Unit 2, “Your Intellectual Interests at Harvard,” helps students connect their personal passions to the College’s concentrations. Modules walk them through topics such as “From Your Interests to Harvard’s Concentrations” and “Laying a Foundation for a Concentration” and culminate in tools for selecting courses that align with students’ budding academic interests.
“It’s open by design,” says Gillian Pierce, the associate dean for undergraduate education, “encouraging students to explore multiple pathways.”
Claybaugh says the modules were inspired by the Visitas program, in which admitted students visit campus in the spring and watch faculty give TED talk-style presentations of their research. In the pre-orientation program, students are presented with a list of questions and asked which ones appeal to them. When they choose one, a video of a Harvard faculty member talking about their research plays to “get students excited” about the work. Then students are introduced to the discipline—anthropology, for example—and are provided the title of a gateway course if they want to pursue their interest academically.

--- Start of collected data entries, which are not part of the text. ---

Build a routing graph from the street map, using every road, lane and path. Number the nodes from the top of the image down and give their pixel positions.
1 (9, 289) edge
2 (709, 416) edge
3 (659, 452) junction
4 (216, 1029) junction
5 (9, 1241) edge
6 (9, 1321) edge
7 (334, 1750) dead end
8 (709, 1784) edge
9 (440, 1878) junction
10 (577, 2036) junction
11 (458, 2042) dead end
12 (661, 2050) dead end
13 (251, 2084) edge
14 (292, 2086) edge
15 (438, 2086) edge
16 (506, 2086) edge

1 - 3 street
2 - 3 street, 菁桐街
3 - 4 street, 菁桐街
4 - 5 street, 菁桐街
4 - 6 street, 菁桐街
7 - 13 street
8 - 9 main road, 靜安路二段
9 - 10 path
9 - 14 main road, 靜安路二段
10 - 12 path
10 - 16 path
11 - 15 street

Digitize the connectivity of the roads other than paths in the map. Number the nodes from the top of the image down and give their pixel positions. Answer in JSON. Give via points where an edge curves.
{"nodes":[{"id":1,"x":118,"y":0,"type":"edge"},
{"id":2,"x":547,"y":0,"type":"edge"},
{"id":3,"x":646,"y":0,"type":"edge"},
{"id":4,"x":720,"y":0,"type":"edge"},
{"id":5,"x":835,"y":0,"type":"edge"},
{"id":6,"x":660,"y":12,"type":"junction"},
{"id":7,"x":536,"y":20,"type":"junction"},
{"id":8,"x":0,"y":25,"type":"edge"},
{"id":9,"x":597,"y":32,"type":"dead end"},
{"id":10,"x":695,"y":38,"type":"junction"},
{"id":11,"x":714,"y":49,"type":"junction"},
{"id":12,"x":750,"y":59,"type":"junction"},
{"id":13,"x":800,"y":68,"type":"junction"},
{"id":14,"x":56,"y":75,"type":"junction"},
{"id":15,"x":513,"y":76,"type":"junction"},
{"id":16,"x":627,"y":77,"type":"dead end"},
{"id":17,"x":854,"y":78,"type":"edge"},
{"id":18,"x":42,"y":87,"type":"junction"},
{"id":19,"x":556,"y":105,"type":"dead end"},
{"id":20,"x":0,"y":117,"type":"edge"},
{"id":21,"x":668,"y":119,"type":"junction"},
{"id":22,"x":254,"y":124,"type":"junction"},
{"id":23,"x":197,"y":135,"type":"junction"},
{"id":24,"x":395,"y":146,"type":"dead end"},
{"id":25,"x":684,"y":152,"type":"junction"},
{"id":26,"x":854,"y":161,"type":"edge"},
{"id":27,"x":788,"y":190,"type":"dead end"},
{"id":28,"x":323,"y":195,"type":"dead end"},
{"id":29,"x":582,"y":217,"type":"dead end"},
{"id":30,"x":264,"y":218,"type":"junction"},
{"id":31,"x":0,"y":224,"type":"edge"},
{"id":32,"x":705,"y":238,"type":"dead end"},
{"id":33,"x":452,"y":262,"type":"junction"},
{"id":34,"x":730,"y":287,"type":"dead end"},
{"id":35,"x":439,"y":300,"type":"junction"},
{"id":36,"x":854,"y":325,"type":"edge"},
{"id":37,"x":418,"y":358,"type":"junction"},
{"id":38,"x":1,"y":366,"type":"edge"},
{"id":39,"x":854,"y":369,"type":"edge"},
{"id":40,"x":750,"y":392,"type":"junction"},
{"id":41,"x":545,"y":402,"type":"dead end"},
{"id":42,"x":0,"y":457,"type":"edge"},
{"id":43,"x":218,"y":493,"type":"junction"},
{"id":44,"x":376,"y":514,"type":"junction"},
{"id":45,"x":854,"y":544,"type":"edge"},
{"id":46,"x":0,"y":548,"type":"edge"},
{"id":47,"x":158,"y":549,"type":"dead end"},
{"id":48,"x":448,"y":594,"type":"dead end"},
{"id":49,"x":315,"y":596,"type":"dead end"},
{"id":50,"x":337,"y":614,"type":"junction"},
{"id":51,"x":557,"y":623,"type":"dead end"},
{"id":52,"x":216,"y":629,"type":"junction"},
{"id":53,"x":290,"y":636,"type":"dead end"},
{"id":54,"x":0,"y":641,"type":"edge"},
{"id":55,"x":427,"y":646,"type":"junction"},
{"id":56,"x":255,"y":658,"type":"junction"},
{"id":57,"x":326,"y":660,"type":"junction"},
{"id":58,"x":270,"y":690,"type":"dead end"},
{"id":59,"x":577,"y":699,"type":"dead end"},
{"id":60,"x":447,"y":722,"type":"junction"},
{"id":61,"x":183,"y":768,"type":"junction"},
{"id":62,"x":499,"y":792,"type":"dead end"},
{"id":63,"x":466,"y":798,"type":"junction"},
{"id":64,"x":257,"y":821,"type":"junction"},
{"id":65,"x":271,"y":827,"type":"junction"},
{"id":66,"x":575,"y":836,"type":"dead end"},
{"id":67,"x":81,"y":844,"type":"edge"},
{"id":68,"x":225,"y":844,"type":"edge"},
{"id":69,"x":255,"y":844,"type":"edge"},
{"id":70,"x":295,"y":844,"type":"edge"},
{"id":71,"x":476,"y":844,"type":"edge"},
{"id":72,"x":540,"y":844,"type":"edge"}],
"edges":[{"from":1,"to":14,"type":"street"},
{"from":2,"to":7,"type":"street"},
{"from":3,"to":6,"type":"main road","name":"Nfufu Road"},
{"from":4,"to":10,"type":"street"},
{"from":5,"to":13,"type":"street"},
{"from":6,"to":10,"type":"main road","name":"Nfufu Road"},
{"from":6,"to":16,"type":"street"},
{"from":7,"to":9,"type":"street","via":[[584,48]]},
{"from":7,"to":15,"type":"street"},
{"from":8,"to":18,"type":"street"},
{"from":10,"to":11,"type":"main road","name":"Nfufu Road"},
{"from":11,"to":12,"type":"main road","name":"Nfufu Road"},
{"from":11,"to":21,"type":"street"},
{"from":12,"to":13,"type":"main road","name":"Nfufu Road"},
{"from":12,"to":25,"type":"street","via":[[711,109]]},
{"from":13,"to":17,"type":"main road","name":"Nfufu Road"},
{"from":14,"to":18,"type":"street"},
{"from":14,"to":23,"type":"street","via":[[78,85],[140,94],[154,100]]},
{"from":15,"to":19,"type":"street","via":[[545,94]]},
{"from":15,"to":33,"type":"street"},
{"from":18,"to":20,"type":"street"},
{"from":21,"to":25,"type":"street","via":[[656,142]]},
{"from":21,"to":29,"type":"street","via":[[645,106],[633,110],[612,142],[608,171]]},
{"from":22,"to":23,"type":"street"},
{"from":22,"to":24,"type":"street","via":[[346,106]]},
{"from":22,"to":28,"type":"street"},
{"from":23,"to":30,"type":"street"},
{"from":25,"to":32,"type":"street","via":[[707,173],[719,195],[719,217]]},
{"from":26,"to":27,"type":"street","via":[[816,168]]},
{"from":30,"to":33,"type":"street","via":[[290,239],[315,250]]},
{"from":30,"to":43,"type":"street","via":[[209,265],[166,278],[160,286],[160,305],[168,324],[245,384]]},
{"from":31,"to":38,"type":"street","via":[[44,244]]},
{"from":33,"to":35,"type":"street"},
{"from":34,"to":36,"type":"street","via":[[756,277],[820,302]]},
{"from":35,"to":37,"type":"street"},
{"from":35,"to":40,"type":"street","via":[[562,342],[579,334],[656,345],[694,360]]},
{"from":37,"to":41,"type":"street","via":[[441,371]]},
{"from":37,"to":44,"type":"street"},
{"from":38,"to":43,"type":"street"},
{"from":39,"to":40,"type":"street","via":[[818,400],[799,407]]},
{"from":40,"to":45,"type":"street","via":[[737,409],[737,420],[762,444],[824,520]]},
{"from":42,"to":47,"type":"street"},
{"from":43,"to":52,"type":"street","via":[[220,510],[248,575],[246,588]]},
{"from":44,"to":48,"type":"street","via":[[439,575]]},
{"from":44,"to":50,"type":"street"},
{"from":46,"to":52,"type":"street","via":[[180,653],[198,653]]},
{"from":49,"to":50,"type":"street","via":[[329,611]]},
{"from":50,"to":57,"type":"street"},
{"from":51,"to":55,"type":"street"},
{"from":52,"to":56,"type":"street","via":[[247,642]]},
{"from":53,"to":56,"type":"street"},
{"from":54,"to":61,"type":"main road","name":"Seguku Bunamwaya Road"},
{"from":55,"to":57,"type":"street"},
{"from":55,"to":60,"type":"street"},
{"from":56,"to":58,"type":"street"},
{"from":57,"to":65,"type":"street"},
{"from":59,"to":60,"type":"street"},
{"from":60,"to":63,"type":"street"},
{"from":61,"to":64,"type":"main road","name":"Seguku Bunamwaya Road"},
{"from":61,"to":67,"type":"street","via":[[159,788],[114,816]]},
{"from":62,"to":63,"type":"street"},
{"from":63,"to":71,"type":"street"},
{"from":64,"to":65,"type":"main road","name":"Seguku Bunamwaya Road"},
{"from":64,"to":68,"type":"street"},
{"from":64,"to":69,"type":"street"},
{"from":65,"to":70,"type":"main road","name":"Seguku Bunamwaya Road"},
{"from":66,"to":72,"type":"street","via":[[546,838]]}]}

Unit 3 guides students into the nuts and bolts of coursework at Harvard. Along the way, students can link directly to course selection platforms my.harvard and Canvas, allowing them to move seamlessly from inspiration to registration.
The online course also showcases Harvard faculty as intellectual role models. In short videos, students hear Faculty of Arts and Sciences Dean Hopi Hoekstra describe how science in college involves grappling with failed experiments and incomplete data sets—because real discovery takes place at the frontiers of knowledge. English professor Derek Miller explains how he found his way into theater studies, and Claybaugh herself discusses how college work requires serious time management and deliberate effort.
While the pre-orientation is just a supplement to the idiosyncratic, in-person advising that is a Harvard hallmark, the course is “a way for us to standardize some of the advice that we’re giving students,” says Pierce, “to really ensure a good academic experience and a consistent set of recommendations for all students.”

Thousands of views
The pre-orientation course was enabled by a new Learning Experience Platform, based on the Business School’s HBX platform, which has been modified to meet the online education needs of the entire University. (Harvard Law School was the first to use the platform in the summer of 2023 for a pre-matriculation program targeting incoming J.D. and LL.M. students).
Thousands of views and downloads suggest students—and their families—are engaging deeply with the content, Claybaugh said. Many first-year students reported sharing videos with parents, giving first-generation families in particular a glimpse into the academic life awaiting their children.
Claybaugh noted that the course has also made her recognizable to freshmen. “I have students stop me in the Yard and say, ‘You told me not to worry about Gen Ed courses in my first year—but what if there’s one I really want to take?’” she says. “I think it’s made Harvard feel more welcoming.”